The Eleventh Dynasty was actually a transitional one, for it was part of both the First Intermediate Period and the Middle Kingdom era. More accurately, it was the First Intermediate dynasty that created the Middle Kingdom state. Its point-of-origin was the Luxor area, and its patron deities were the warrior god Month (whose cult center was at Armant, a town ten kilometers south of Luxor), and Amun (whose cult center was located at Kamak). Eventually, however, Amun superseded Month as the dynasty's principal divine patron. By about 2000 AD, the Eleventh Dynasty's re-unification of the Nile Valley had been completed.
Soon after 2000 BC there was a change of dynasty, but the exact circumstances in which this event occurred are unknown. The kings of the Twelfth Dynasty inherited the state created by their Eleventh Dynasty predecessors and proceeded to dominate Egypt for the next two centuries. Theirs was an era of extraordinary artistic achievement. Indeed, in later centuries, Egyptians looked back upon this era as the age in which the highest standards of writing and painting were set.

The Twelfth Dynasty kings shifted the seat of the state from Luxor in the south to Memphis in the north. This process may, in fact, have begun under the last kings of the Eleventh Dynasty, for the Memphis area was a far more natural point from which to preside over all of the Nile Valley than was Luxor. The Twelfth Dynasty monarchs built pyramid complexes for themselves near Memphis (at Dashur, south of Saqqara) and on the outskirts of the Fayyum (then a swampy area where they seem to have maintained royal palaces and hunting preserves). These pyramid complexes featured relatively small pyramids, whose interior construction was of brick. Today, stripped of their outer casing of limestone, they have degenerated into unimpressive hills of mud. However, in their own time, their overall effect was stupendous, for they were extraordinarily sophisticated constructions. Among other things, their temples featured dozens of rooms covered with thousands of square meters of elaborate relief. The Greek geographer Strabo, who visited Egypt two thousand years after the Middle Kingdom Period, saw and admired these monuments. In particular, he marveled at what was probably the pyramid temple attached to the pyramid of the Twelfth Dynasty king Amenemhet 111 at Hawara in the Fayyum. He called it "the Labyrinth," and described it as equal to the Great Pyramid of Giza in grandeur. But today, the site of the "Labyrinth" is an utter ruin, all its stone having been quarried away.
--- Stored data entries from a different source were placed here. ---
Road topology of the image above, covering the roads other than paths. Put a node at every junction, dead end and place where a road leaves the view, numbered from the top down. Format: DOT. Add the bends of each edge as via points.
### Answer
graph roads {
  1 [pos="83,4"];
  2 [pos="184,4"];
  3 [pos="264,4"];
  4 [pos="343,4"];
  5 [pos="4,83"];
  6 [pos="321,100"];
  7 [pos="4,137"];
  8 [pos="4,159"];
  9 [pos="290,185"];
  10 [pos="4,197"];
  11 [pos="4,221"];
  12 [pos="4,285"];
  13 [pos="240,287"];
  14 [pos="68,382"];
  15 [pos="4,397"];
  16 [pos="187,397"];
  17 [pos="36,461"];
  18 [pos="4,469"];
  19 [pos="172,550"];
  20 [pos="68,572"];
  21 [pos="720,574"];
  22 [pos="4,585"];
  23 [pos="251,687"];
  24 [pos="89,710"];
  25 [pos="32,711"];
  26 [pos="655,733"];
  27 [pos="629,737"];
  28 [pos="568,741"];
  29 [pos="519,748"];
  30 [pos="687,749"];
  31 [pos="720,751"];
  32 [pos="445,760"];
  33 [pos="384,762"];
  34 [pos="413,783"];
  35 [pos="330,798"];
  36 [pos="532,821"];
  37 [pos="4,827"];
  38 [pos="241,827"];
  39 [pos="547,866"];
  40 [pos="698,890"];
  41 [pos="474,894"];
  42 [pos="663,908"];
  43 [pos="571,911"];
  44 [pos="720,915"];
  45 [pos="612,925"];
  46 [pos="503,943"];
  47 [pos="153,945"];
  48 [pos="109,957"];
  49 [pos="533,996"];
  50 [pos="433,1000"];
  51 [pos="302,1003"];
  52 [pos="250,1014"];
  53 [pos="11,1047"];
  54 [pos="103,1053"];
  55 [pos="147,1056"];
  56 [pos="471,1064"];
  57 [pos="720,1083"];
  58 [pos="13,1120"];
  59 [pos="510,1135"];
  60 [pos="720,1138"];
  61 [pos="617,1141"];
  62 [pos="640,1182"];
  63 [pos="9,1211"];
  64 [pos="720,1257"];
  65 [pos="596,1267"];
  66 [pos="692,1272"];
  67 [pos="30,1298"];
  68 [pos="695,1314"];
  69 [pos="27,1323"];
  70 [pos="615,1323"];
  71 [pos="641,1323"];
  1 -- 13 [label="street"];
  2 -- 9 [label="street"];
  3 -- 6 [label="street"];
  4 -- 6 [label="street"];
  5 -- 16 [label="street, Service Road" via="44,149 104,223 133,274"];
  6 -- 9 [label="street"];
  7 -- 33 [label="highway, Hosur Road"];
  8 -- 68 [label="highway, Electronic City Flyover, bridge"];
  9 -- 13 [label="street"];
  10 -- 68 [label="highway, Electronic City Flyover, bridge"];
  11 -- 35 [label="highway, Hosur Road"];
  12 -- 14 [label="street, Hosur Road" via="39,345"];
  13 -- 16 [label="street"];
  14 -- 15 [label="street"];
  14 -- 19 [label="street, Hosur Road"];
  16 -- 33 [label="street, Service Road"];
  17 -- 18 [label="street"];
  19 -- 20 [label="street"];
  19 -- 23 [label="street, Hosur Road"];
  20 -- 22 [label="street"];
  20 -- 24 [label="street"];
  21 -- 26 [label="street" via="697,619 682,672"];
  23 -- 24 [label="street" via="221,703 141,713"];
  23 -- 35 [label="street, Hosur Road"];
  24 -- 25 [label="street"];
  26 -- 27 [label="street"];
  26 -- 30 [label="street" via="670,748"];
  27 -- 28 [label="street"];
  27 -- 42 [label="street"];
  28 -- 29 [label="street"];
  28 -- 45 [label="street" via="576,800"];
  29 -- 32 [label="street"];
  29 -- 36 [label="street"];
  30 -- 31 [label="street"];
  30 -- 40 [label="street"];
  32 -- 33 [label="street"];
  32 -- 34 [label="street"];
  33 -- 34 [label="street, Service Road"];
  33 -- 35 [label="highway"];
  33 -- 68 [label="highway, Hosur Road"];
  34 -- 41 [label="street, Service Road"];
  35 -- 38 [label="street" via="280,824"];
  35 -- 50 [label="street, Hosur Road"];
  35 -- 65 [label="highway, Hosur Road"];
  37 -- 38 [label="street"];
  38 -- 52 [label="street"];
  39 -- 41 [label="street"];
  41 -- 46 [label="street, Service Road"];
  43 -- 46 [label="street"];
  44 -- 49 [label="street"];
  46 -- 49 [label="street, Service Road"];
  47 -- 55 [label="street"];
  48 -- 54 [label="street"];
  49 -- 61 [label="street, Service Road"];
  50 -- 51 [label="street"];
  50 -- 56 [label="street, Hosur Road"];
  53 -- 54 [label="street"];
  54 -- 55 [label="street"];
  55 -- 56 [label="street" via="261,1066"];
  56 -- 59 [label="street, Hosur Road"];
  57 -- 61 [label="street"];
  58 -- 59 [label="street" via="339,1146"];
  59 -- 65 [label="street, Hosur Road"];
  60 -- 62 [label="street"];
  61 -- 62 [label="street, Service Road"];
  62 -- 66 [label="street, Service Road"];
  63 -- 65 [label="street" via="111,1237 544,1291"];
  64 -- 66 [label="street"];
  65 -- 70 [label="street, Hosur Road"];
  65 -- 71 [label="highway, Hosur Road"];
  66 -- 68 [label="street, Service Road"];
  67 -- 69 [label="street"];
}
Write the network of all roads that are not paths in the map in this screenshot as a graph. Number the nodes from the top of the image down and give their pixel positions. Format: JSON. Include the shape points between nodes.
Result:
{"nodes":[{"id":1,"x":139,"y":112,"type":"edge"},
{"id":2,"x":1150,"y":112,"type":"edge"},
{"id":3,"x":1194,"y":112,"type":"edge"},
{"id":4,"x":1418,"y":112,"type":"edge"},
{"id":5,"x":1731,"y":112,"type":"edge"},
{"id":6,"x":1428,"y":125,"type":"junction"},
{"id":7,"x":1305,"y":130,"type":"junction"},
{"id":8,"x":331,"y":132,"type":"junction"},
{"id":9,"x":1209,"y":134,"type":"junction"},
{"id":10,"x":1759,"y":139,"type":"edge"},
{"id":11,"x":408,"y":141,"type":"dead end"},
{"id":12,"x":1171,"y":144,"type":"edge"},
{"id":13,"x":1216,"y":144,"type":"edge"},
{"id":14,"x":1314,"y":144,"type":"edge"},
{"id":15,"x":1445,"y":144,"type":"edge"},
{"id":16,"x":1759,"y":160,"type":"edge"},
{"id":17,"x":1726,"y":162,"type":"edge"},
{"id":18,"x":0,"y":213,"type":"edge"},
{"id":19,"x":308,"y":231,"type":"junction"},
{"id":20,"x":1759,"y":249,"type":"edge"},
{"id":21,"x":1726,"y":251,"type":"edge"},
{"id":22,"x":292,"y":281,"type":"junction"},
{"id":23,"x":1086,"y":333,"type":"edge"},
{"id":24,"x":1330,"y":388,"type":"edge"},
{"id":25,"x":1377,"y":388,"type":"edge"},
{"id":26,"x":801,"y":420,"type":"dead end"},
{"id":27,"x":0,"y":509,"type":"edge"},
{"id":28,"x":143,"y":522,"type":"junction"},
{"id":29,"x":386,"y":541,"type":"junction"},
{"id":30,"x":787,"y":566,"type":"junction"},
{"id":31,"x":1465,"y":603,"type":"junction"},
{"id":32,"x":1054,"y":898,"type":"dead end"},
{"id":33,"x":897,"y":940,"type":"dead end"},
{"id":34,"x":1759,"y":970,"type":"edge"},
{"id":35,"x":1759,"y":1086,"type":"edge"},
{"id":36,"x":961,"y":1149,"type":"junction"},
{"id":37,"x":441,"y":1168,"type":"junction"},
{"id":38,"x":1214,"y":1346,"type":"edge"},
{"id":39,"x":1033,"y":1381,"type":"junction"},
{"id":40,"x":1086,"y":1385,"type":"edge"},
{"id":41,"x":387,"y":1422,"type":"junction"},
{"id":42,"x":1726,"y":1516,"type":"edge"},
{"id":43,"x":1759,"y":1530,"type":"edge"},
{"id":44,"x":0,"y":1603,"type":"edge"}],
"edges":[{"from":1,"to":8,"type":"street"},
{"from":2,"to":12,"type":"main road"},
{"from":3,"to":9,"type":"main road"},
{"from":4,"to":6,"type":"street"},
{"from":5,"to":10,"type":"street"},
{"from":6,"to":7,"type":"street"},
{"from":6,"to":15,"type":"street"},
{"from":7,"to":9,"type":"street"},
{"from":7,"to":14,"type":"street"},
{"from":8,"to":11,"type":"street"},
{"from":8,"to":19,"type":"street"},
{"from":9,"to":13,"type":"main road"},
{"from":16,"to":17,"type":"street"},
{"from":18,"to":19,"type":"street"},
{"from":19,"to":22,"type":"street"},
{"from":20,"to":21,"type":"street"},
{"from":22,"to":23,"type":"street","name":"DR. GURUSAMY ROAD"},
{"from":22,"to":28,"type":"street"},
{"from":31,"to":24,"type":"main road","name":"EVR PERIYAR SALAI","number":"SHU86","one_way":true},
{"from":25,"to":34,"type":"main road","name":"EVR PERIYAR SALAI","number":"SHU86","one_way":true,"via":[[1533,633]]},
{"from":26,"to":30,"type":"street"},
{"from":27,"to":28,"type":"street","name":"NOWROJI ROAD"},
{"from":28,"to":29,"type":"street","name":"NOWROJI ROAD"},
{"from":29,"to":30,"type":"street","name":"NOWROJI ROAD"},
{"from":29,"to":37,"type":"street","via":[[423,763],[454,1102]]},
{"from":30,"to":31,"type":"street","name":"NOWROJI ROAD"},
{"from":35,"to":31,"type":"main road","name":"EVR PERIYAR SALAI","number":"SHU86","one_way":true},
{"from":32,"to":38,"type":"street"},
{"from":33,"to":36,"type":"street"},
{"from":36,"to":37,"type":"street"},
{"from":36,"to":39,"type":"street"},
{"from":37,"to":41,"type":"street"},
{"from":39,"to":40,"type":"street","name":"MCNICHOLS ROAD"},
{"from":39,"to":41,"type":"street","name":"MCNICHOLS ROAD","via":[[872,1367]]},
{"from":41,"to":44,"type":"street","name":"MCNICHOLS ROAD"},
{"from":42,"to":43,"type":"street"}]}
The Eleventh Dynasty kings built tombs for themselves at Luxor, and at least one great Eleventh Dynasty funerary monumentbuilt for a king named Mentu- hotepsurvives there at Deir al-Bahari, just south of Hatshepsut's much later mortuary temple. The Eleventh Dynasty monarchs also began the process of raising up their local patron deity, the Luxor god Amun, to the status of a great national deity and the focus of a new state cultthe Middle Kingdom equivalent of the royal solar cult of the Old Kingdom Period. That Amun was chosen for this critical political role was, for him, very much a matter of luck. Prior to this era, Amun had been a relatively minor deity, celebrated primarily at the small regional center of Luxor. But it was a dynasty from the Luxor area that rose to supreme power throughout Egypt, and Amun benefited by its success and its patronage.. The Eleventh Dynasty's rulers proclaimed Amun as the greatest of the Gods and argued that they were his children (both literally and figuratively): they were the ones upon whom Amun "chose" to confer power over all of Egypt. The kings of the Twelfth Dynasty then decided to continue celebrating Amun as the focus of the state cult, even though they themselves seem not to have come from the Luxor area. Thus the prominence of the cult of Amunwhich became a vital factor in the later history of pharaonic Egyptwas very much the result of a deliberate policy initiated by the Middle Kingdom state. The oldest surviving elements of the Karnak complex date to the Middle Kingdom Period, for at the heart of the great New Kingdom structures built at Karnak lay a Middle Kingdom sanctuary.
In general, the Middle Kingdom period was the first in which monumental architecture in stone began to be devoted to structures unrelated to royal funerary monuments. Although the greatest and grandest structures of the period were still the royal tombs, there is considerable evidence of the building of large stone temples at various points up and down the Nile Valley, Karnak included. However, few of these structures survive, since most were built over or completely reconstructed in the New Kingdom Period. The era of the Twelfth Dynasty was also Egypt's first great imperial age, as Egyptian armies crossed northern Sinai and carried out what were essentially glorified raids into Palestine, leaving behind small garrisons in the Gaza area. At the same time, Egyptian troops marched south of Aswan and seized control over much of Nubia. Huge brick forts were built to keep Nubia under control, and the presence of Egyptians in this area began to have a pronounced "Egyptianizing" influence upon local culture.